Of course, simply because we can invoke Rule 2 does not mean that we should. Usually, we should not. We have acknowledged, though, that for select cases — such as those where “time is truly of the essence” and “important public policy issues are involved” — Rule 2 “recognizes the need for special handling.” Groendyke Transp., Inc. v. Davis, 406 F.2d 1158, 1161-62 (5th Cir.1969). Rule 2 may be especially appropriate where “the position of one of the parties is clearly right as a matter of law so that there can be no substantial question as to the outcome of the case, or where, as is more frequently the case, the appeal is frivolous.” Id. at 1162.

Remanding the case merely for a COA determination now would needlessly contribute to an already lengthy delay. Moreover, the question of whether a COA should issue is easily resolved in light of recent precedents. Ramirez Cárdenas argues that the district court erred in dismissing his application as successive and that he is entitled to relief for the State’s violation of his VCCR claim. “[Wjhen the district court denies a habeas petition on procedural grounds without reaching the prisoner’s underlying constitutional claim, a COA should issue ... if the prisoner shows, at least, that jurists of reason would find it debatable whether the petition states a valid claim of the denial of a constitutional right, and that jurists of reason would find it debatable whether the district court was correct in its procedural ruling.” Slack v. McDaniel, 529 U.S. 473, 478, 120 S.Ct. 1595, 146 L.Ed.2d 542 (2000). The parties agree that the district court’s procedural ruling was at least likely erroneous in light of our decision in Leal Garcia. 573 F.3d at 224 (holding that application raising claims under Avena and the President’s Memorandum was not successive to initial application raising only consular access claim). Whether Ramirez Cárdenas is entitled to a COA, therefore, depends on whether jurists of reason would find it at least debatable whether he has stated a valid claim of the denial of a constitutional right.

Respondent argues that Ramirez Cardenas’s claims are foreclosed by Leal Garcia, in which we held, pursuant to facts highly similar to those here, that Medellin left no room for relief in a federal habeas application based on Avena or the President’s Memorandum. 573 F.3d at 224. Ramirez Cárdenas argues that our ruling in Leal Garcia is not determinative for three reasons: first, because the prisoner in that case did not explicitly seek a stay of proceedings in order to give the United States and the State of Texas time to pass implementing legislation bringing the United States into compliance with the YCCR and Avena; second, because our opinion in Leal Garcia does not address the effect, if any, of the Governor’s letter to federal authorities; and third, because Leal Garcia did not account for the ICJ’s January 19, 2009 judgment.

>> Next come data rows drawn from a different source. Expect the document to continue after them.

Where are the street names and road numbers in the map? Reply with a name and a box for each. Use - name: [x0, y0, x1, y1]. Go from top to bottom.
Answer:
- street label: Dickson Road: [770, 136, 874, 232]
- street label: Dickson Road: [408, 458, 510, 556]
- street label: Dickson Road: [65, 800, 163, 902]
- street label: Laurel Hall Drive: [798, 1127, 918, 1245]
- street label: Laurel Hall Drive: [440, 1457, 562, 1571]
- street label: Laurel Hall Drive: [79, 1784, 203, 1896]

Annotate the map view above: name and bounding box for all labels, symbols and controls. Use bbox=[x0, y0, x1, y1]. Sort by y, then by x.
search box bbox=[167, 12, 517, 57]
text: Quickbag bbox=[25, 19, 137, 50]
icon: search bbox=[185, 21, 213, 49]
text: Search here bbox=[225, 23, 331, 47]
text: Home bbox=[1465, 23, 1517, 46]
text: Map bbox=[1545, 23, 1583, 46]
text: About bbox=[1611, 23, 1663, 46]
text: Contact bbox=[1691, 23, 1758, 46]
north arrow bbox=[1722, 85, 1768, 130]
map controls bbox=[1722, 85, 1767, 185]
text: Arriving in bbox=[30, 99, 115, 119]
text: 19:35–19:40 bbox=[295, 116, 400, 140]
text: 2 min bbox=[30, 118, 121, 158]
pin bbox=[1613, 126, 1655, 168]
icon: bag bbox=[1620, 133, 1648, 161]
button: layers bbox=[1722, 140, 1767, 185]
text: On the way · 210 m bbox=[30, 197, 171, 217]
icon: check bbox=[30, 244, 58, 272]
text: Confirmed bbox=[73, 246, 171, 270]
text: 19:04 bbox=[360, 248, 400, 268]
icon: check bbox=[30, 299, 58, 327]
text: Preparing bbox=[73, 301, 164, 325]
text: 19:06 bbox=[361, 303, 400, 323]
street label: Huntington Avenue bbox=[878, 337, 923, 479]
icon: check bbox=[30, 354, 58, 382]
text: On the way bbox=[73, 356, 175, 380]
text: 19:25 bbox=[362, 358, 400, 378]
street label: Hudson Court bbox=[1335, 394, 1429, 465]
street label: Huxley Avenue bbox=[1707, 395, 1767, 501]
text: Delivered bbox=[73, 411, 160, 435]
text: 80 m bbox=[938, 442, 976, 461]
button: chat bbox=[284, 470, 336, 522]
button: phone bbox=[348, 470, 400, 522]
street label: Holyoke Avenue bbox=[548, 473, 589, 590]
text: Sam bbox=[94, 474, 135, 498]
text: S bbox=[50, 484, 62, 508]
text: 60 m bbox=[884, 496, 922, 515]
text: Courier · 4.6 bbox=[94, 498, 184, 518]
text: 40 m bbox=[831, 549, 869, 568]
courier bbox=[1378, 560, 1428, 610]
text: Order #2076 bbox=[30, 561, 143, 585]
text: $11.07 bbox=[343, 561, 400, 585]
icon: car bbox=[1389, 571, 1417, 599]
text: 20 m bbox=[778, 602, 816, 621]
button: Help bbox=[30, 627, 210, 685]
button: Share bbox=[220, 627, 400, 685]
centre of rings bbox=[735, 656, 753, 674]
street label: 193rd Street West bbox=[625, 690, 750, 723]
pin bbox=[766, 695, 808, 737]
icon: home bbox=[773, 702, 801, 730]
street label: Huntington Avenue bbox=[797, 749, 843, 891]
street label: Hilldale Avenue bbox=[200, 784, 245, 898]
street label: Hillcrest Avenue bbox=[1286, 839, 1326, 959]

Each of these grounds for distinguishing the cases, however, is without merit. We decided Leal Garcia on the ground that

[t]he Supreme Court’s decision in Medellin v. Texas [ ] has deprived the Avena decision and the Bush declaration of whatever legal force Leal might claim they ever had. Leal cannot now argue that Texas was required to review his case because Medellin v. Texas foreclosed this contention by holding that nei*453ther the ICJ nor President Bush had authority to order the State to conduct such a review.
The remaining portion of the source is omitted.